The rise of China and other nations who now lead the alternative, rapidly expanding trading group BRICS is shifting the balance of power from one of unipolarity exercised since the fall of the Soviet Union, to one of multipolarity.
Washington has been using groups like the US Agency for International Development (USAID) to help maintain its hegemony by funding media and civil society groups to shape, undermine or even overthrow troublesome governments, while the threat of NATO’s hard power remains ever present in the background.
As it does so, the US and Western sub-imperial powers face internal problems of their own, in particular, increasing social unrest.

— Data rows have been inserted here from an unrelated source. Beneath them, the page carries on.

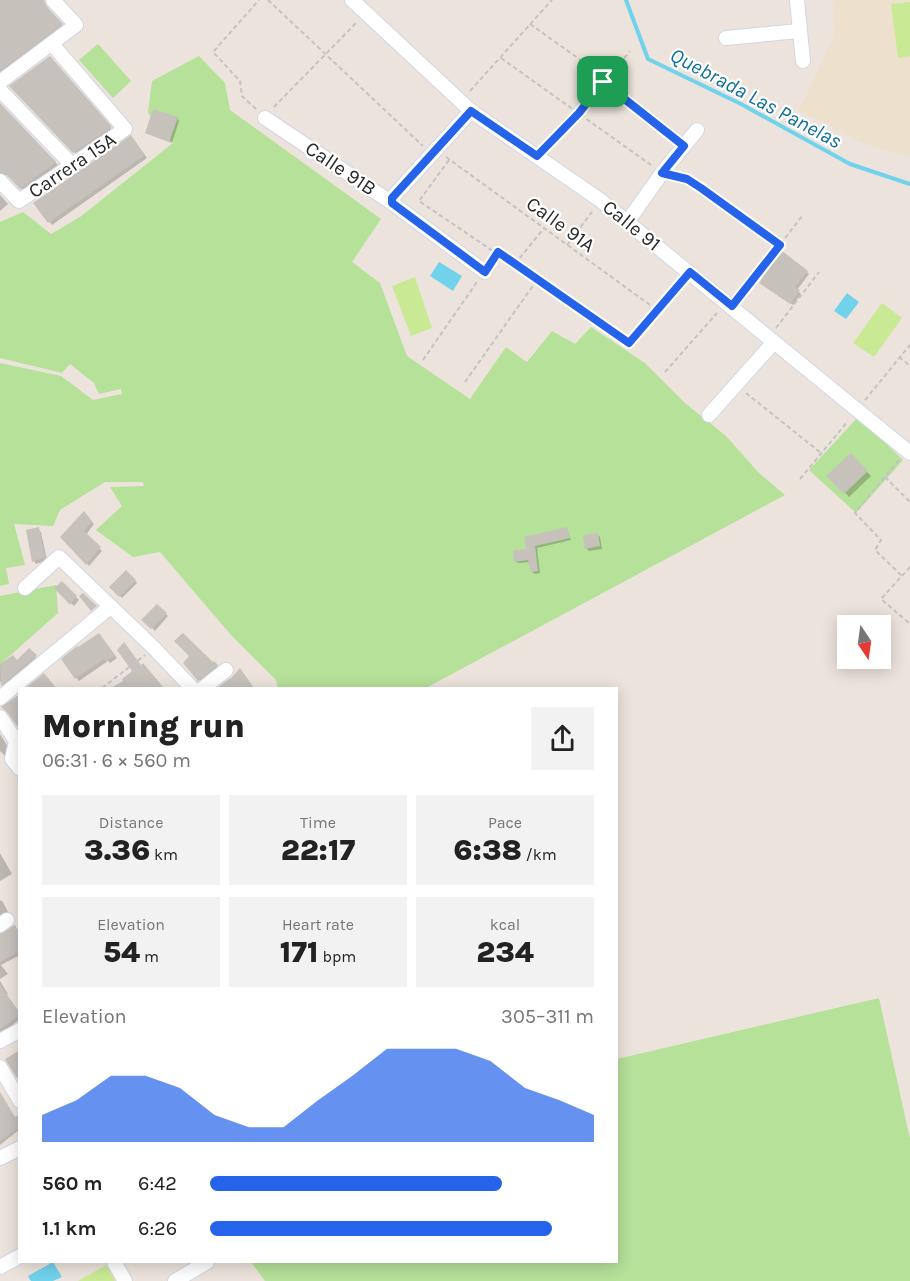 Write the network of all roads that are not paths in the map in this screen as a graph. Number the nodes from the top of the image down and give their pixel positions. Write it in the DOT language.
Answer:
graph roads {
  1 [pos="53,0"];
  2 [pos="352,0"];
  3 [pos="797,0"];
  4 [pos="799,31"];
  5 [pos="726,38"];
  6 [pos="52,45"];
  7 [pos="803,61"];
  8 [pos="0,82"];
  9 [pos="0,90"];
  10 [pos="471,111"];
  11 [pos="265,118"];
  12 [pos="697,130"];
  13 [pos="72,165"];
  14 [pos="0,181"];
  15 [pos="392,203"];
  16 [pos="628,221"];
  17 [pos="485,272"];
  18 [pos="771,339"];
  19 [pos="709,416"];
  20 [pos="908,452"];
  21 [pos="25,588"];
  22 [pos="110,607"];
  23 [pos="226,670"];
  24 [pos="191,687"];
  25 [pos="204,687"];
  26 [pos="0,698"];
  27 [pos="0,717"];
  28 [pos="18,766"];
  29 [pos="18,1031"];
  30 [pos="0,1041"];
  31 [pos="0,1067"];
  32 [pos="18,1098"];
  33 [pos="18,1149"];
  34 [pos="0,1158"];
  35 [pos="18,1257"];
  36 [pos="115,1263"];
  37 [pos="205,1263"];
  38 [pos="0,1267"];
  39 [pos="125,1281"];
  40 [pos="175,1281"];
  1 -- 6 [label="street"];
  2 -- 10 [label="street, Calle 91"];
  3 -- 4 [label="street"];
  4 -- 5 [label="street"];
  4 -- 7 [label="street"];
  6 -- 8 [label="street"];
  6 -- 13 [label="street, Carrera 15A"];
  9 -- 13 [label="street"];
  10 -- 15 [label="street"];
  10 -- 16 [label="street, Calle 91"];
  11 -- 15 [label="street, Calle 91B"];
  12 -- 16 [label="street"];
  13 -- 14 [label="street, Carrera 15A"];
  15 -- 17 [label="street, Calle 91B"];
  16 -- 18 [label="street, Calle 91"];
  18 -- 19 [label="street"];
  18 -- 20 [label="street, Calle 91"];
  21 -- 22 [label="street"];
  22 -- 24 [label="street"];
  22 -- 26 [label="street"];
  23 -- 25 [label="street"];
  27 -- 28 [label="street"];
  29 -- 30 [label="street"];
  31 -- 32 [label="street"];
  33 -- 34 [label="street"];
  35 -- 38 [label="street"];
  36 -- 39 [label="street"];
  37 -- 40 [label="street"];
}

Politicians of all hues have failed to address growing economic inequalities in their countries, operating as they do within the narrow confines of representative systems shaped by corporate and hegemonic interests.
A striking case in point is the UK, where unpopular Labour Prime Minister Keir Starmer announced in January that social security benefits would be ruthlessly cut, while pledging over $US3.6 billion this year to support Ukraine’s war effort.
Threat inflation
In the Asia-Pacific region, the New Zealand Security Intelligence Service’s (NZSIS) inaugural annual threat assessment in 2023 can be seen as indicative of how the Five Eyes partners are addressing the situation.
The report warned that trust levels in media and government were diminishing, referencing a NZ Treasury report into social cohesion that “found the reasons for diminishing levels of trust relate to perceptions that people are being deliberately lied to and misled; that those with power don’t have New Zealand’s best interests at heart; and that politicians are incapable of solving the problems facing the country”.
It presented this instability not as a result of democratic deficits created under its own version of neo-liberalism and something requiring a political solution, but merely as a weakness exploitable by major BRICS trading nations, using disinformation and other deceptive means.
The report argues that “foreign states may leverage significant social tensions to further their interests and shape narratives on a topic of interest or to sow disruption”.
Its subsequent 2024 threat report, as with other Five Eyes countries, focused on the increasing threat of espionage involving foreign powers.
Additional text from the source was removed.